Collected data ->
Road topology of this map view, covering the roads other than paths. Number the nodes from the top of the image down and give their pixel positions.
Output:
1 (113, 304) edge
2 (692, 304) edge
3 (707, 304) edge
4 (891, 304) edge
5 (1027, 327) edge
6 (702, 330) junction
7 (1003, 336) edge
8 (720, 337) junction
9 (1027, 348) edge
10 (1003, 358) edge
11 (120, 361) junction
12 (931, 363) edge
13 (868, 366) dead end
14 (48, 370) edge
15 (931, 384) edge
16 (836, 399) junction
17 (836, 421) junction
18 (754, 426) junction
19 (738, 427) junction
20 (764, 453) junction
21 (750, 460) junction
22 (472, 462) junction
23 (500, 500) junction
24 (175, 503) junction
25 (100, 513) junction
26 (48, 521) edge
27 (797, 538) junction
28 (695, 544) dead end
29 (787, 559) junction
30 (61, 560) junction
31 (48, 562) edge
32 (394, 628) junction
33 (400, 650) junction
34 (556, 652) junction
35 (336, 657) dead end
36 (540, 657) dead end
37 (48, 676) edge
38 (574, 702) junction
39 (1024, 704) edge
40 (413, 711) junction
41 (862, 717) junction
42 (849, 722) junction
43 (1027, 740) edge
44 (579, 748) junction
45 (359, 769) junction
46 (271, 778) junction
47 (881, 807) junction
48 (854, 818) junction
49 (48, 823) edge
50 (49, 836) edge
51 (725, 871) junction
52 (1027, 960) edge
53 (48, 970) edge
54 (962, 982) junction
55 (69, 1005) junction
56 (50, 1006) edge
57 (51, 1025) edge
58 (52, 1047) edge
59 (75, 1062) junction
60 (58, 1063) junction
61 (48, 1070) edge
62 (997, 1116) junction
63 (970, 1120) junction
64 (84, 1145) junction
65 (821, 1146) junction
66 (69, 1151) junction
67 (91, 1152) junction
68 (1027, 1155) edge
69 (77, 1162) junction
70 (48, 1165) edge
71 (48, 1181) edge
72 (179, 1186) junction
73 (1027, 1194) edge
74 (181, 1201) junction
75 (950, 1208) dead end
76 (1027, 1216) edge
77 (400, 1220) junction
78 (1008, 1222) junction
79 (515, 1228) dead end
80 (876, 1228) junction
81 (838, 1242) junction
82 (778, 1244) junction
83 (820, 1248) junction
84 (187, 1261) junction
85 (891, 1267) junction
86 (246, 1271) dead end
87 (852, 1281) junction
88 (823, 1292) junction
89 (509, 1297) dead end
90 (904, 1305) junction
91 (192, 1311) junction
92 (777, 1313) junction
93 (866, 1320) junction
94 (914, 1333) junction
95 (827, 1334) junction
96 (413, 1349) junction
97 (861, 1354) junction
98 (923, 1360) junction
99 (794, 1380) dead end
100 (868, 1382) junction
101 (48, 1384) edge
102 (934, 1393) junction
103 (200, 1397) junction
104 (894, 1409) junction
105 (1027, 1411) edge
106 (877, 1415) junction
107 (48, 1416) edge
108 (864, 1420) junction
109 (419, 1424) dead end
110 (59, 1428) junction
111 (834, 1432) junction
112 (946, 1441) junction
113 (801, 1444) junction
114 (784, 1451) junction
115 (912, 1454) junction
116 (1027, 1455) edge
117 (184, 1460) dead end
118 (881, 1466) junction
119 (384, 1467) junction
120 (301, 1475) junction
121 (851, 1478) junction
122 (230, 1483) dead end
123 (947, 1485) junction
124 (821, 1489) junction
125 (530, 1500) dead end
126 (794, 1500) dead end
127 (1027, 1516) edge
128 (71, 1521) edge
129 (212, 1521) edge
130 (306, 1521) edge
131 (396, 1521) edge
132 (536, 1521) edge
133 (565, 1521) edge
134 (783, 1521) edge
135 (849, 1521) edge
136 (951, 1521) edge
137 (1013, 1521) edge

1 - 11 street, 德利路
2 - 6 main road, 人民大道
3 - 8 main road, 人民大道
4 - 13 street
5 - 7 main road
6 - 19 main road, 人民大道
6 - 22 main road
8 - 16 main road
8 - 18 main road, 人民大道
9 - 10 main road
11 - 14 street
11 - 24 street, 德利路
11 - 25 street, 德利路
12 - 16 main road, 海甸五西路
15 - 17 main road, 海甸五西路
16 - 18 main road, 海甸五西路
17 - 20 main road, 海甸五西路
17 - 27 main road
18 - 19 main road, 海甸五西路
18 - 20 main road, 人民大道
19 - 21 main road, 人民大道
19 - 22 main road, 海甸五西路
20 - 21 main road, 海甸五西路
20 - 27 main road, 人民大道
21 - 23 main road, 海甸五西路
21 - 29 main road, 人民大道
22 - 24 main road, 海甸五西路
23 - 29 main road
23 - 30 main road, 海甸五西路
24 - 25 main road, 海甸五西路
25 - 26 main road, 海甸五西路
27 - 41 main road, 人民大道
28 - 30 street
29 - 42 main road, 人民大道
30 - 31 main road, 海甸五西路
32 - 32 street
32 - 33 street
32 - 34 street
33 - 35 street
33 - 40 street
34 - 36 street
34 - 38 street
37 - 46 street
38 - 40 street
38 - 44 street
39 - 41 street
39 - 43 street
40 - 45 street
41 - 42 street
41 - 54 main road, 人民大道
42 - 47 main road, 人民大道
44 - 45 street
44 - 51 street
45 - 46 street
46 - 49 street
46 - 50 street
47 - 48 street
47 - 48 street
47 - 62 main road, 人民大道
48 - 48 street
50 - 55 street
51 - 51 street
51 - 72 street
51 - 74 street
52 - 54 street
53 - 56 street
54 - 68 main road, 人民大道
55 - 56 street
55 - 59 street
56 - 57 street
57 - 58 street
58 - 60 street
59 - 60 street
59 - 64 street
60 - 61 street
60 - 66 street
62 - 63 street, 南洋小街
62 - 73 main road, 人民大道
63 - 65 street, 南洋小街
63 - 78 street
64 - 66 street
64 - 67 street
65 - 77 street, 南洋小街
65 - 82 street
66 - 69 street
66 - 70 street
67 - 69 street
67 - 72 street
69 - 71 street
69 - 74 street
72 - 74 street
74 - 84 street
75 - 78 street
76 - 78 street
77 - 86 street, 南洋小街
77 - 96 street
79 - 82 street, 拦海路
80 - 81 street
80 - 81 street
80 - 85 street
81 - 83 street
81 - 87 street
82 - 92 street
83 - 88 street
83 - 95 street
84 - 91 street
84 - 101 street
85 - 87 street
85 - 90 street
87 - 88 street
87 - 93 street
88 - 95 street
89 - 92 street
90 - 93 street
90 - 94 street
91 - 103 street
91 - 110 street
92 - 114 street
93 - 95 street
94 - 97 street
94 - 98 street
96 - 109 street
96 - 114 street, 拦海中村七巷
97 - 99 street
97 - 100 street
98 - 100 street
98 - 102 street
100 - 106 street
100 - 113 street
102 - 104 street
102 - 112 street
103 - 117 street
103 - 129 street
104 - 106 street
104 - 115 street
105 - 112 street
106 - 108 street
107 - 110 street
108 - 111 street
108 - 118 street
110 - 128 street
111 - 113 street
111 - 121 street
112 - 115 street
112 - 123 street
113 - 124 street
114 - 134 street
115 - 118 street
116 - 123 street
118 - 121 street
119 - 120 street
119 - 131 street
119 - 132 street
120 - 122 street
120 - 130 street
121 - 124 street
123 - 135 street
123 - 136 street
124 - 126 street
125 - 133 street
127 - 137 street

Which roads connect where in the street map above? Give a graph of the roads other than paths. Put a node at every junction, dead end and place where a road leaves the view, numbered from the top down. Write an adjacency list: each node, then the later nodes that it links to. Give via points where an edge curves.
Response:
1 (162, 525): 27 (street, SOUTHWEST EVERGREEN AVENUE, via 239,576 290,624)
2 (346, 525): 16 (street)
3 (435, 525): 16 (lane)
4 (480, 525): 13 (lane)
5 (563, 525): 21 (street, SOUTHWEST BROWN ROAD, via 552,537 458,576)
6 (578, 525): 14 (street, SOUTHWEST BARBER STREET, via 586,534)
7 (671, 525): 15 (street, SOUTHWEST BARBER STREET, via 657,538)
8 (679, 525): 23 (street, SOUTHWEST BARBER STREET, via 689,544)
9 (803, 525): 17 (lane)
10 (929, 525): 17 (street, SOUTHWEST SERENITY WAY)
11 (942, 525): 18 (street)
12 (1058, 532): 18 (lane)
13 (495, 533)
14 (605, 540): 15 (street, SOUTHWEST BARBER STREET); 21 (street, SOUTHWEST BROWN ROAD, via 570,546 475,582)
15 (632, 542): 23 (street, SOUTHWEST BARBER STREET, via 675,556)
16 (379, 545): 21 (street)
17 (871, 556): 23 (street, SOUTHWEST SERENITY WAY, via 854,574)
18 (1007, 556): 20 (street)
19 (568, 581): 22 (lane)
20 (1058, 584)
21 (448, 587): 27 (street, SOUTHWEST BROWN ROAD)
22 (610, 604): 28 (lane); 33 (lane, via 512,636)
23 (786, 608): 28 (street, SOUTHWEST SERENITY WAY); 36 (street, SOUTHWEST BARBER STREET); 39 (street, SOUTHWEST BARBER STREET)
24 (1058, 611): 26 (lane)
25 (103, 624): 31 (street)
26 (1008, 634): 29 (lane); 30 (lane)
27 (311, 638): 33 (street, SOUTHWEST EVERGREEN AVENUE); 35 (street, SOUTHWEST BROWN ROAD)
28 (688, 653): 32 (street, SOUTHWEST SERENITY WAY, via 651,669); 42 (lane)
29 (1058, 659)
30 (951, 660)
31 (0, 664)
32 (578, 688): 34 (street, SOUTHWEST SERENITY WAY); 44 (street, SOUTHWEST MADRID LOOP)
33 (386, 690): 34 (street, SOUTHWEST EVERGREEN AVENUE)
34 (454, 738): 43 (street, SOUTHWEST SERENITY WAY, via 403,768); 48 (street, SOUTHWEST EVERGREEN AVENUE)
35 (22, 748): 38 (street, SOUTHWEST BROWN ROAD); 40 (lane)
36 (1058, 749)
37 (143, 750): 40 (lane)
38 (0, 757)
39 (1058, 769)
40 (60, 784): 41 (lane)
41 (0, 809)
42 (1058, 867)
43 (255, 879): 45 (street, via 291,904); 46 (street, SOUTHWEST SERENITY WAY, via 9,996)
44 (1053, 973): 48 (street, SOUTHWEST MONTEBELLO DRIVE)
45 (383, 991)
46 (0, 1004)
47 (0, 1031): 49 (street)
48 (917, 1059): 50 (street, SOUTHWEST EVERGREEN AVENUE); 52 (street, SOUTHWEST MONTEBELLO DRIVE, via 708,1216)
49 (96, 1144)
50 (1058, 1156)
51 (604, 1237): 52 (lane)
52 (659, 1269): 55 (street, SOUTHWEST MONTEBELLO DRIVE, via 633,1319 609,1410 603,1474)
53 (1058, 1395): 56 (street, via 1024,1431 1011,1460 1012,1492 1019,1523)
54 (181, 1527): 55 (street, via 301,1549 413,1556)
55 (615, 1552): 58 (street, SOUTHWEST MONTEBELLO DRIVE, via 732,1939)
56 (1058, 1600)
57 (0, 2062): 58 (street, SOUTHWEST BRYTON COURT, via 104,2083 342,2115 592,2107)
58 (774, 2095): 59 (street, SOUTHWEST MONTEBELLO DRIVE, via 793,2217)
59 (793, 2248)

What is being asked -> Please give the number of lines in the data above that hold "BROWN", and write nothing else.

Solution to this task -> 5